● SUPPLIED MATERIAL
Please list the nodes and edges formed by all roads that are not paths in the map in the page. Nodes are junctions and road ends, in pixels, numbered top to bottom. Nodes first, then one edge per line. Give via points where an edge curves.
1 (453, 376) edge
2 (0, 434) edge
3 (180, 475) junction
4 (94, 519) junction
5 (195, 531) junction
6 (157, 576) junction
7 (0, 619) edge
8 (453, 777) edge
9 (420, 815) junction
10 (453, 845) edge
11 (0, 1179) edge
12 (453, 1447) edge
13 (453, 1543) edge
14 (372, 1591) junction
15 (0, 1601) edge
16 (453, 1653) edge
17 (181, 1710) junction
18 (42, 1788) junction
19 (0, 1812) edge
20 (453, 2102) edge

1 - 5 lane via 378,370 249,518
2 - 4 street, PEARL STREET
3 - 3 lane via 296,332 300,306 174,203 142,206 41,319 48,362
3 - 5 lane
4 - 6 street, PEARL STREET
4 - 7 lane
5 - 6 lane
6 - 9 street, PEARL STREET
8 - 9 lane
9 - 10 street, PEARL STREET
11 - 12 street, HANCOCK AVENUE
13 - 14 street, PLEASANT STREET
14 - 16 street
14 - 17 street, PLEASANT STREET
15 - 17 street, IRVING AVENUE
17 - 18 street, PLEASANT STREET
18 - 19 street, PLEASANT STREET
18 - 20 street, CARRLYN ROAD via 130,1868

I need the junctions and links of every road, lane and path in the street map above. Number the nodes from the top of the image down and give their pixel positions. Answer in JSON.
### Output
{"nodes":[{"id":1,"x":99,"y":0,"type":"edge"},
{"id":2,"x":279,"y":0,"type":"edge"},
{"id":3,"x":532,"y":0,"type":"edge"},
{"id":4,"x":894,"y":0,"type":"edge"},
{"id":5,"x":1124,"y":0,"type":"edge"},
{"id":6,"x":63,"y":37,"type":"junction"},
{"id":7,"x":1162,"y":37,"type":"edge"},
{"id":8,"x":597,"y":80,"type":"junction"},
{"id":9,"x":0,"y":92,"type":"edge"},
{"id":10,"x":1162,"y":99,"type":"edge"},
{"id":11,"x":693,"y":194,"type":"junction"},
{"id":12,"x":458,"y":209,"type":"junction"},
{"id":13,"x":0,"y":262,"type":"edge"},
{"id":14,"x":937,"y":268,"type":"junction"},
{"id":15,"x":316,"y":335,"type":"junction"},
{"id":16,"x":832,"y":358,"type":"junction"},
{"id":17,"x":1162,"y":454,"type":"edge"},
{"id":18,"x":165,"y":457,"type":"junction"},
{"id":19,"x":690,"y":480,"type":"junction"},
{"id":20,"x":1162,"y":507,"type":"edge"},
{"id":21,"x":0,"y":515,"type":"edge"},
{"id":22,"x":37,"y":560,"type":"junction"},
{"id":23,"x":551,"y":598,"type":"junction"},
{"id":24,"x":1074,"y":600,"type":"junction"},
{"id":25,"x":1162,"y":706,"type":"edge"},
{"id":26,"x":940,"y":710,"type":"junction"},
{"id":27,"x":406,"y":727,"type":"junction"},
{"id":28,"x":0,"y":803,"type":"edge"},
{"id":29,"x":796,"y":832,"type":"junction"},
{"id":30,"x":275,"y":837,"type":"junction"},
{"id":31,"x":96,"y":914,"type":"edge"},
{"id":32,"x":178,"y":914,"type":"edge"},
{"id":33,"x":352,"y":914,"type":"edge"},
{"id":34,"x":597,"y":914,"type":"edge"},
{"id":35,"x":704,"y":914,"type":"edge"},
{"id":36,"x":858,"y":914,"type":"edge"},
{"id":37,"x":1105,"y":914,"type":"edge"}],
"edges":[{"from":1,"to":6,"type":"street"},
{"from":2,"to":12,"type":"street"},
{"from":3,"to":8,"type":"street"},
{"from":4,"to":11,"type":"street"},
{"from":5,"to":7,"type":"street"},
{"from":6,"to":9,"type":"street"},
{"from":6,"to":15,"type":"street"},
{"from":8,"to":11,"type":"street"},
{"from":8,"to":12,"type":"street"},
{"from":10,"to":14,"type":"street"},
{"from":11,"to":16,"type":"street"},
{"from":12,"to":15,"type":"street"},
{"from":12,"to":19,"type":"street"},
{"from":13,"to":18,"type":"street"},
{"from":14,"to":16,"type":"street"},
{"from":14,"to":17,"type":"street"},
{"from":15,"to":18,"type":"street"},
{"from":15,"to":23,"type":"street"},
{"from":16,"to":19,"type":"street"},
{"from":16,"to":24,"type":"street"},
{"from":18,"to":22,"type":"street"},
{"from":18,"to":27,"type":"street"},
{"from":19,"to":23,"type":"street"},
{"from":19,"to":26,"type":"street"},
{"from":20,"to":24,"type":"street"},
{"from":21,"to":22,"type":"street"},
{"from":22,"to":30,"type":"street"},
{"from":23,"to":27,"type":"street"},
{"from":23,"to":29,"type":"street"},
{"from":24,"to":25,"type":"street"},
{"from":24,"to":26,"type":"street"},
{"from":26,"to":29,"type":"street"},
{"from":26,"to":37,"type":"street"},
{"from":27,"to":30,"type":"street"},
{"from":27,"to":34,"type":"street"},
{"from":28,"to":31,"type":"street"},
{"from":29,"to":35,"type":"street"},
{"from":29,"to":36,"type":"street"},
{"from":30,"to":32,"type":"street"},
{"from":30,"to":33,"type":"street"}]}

● PROBLEM DETAILS
Copy the listing in full. Match it word for word.

● ANSWER SECTION
Please list the nodes and edges formed by all roads that are not paths in the map in the page. Nodes are junctions and road ends, in pixels, numbered top to bottom. Nodes first, then one edge per line. Give via points where an edge curves.
1 (453, 376) edge
2 (0, 434) edge
3 (180, 475) junction
4 (94, 519) junction
5 (195, 531) junction
6 (157, 576) junction
7 (0, 619) edge
8 (453, 777) edge
9 (420, 815) junction
10 (453, 845) edge
11 (0, 1179) edge
12 (453, 1447) edge
13 (453, 1543) edge
14 (372, 1591) junction
15 (0, 1601) edge
16 (453, 1653) edge
17 (181, 1710) junction
18 (42, 1788) junction
19 (0, 1812) edge
20 (453, 2102) edge

1 - 5 lane via 378,370 249,518
2 - 4 street, PEARL STREET
3 - 3 lane via 296,332 300,306 174,203 142,206 41,319 48,362
3 - 5 lane
4 - 6 street, PEARL STREET
4 - 7 lane
5 - 6 lane
6 - 9 street, PEARL STREET
8 - 9 lane
9 - 10 street, PEARL STREET
11 - 12 street, HANCOCK AVENUE
13 - 14 street, PLEASANT STREET
14 - 16 street
14 - 17 street, PLEASANT STREET
15 - 17 street, IRVING AVENUE
17 - 18 street, PLEASANT STREET
18 - 19 street, PLEASANT STREET
18 - 20 street, CARRLYN ROAD via 130,1868

I need the junctions and links of every road, lane and path in the street map above. Number the nodes from the top of the image down and give their pixel positions. Answer in JSON.
### Output
{"nodes":[{"id":1,"x":99,"y":0,"type":"edge"},
{"id":2,"x":279,"y":0,"type":"edge"},
{"id":3,"x":532,"y":0,"type":"edge"},
{"id":4,"x":894,"y":0,"type":"edge"},
{"id":5,"x":1124,"y":0,"type":"edge"},
{"id":6,"x":63,"y":37,"type":"junction"},
{"id":7,"x":1162,"y":37,"type":"edge"},
{"id":8,"x":597,"y":80,"type":"junction"},
{"id":9,"x":0,"y":92,"type":"edge"},
{"id":10,"x":1162,"y":99,"type":"edge"},
{"id":11,"x":693,"y":194,"type":"junction"},
{"id":12,"x":458,"y":209,"type":"junction"},
{"id":13,"x":0,"y":262,"type":"edge"},
{"id":14,"x":937,"y":268,"type":"junction"},
{"id":15,"x":316,"y":335,"type":"junction"},
{"id":16,"x":832,"y":358,"type":"junction"},
{"id":17,"x":1162,"y":454,"type":"edge"},
{"id":18,"x":165,"y":457,"type":"junction"},
{"id":19,"x":690,"y":480,"type":"junction"},
{"id":20,"x":1162,"y":507,"type":"edge"},
{"id":21,"x":0,"y":515,"type":"edge"},
{"id":22,"x":37,"y":560,"type":"junction"},
{"id":23,"x":551,"y":598,"type":"junction"},
{"id":24,"x":1074,"y":600,"type":"junction"},
{"id":25,"x":1162,"y":706,"type":"edge"},
{"id":26,"x":940,"y":710,"type":"junction"},
{"id":27,"x":406,"y":727,"type":"junction"},
{"id":28,"x":0,"y":803,"type":"edge"},
{"id":29,"x":796,"y":832,"type":"junction"},
{"id":30,"x":275,"y":837,"type":"junction"},
{"id":31,"x":96,"y":914,"type":"edge"},
{"id":32,"x":178,"y":914,"type":"edge"},
{"id":33,"x":352,"y":914,"type":"edge"},
{"id":34,"x":597,"y":914,"type":"edge"},
{"id":35,"x":704,"y":914,"type":"edge"},
{"id":36,"x":858,"y":914,"type":"edge"},
{"id":37,"x":1105,"y":914,"type":"edge"}],
"edges":[{"from":1,"to":6,"type":"street"},
{"from":2,"to":12,"type":"street"},
{"from":3,"to":8,"type":"street"},
{"from":4,"to":11,"type":"street"},
{"from":5,"to":7,"type":"street"},
{"from":6,"to":9,"type":"street"},
{"from":6,"to":15,"type":"street"},
{"from":8,"to":11,"type":"street"},
{"from":8,"to":12,"type":"street"},
{"from":10,"to":14,"type":"street"},
{"from":11,"to":16,"type":"street"},
{"from":12,"to":15,"type":"street"},
{"from":12,"to":19,"type":"street"},
{"from":13,"to":18,"type":"street"},
{"from":14,"to":16,"type":"street"},
{"from":14,"to":17,"type":"street"},
{"from":15,"to":18,"type":"street"},
{"from":15,"to":23,"type":"street"},
{"from":16,"to":19,"type":"street"},
{"from":16,"to":24,"type":"street"},
{"from":18,"to":22,"type":"street"},
{"from":18,"to":27,"type":"street"},
{"from":19,"to":23,"type":"street"},
{"from":19,"to":26,"type":"street"},
{"from":20,"to":24,"type":"street"},
{"from":21,"to":22,"type":"street"},
{"from":22,"to":30,"type":"street"},
{"from":23,"to":27,"type":"street"},
{"from":23,"to":29,"type":"street"},
{"from":24,"to":25,"type":"street"},
{"from":24,"to":26,"type":"street"},
{"from":26,"to":29,"type":"street"},
{"from":26,"to":37,"type":"street"},
{"from":27,"to":30,"type":"street"},
{"from":27,"to":34,"type":"street"},
{"from":28,"to":31,"type":"street"},
{"from":29,"to":35,"type":"street"},
{"from":29,"to":36,"type":"street"},
{"from":30,"to":32,"type":"street"},
{"from":30,"to":33,"type":"street"}]}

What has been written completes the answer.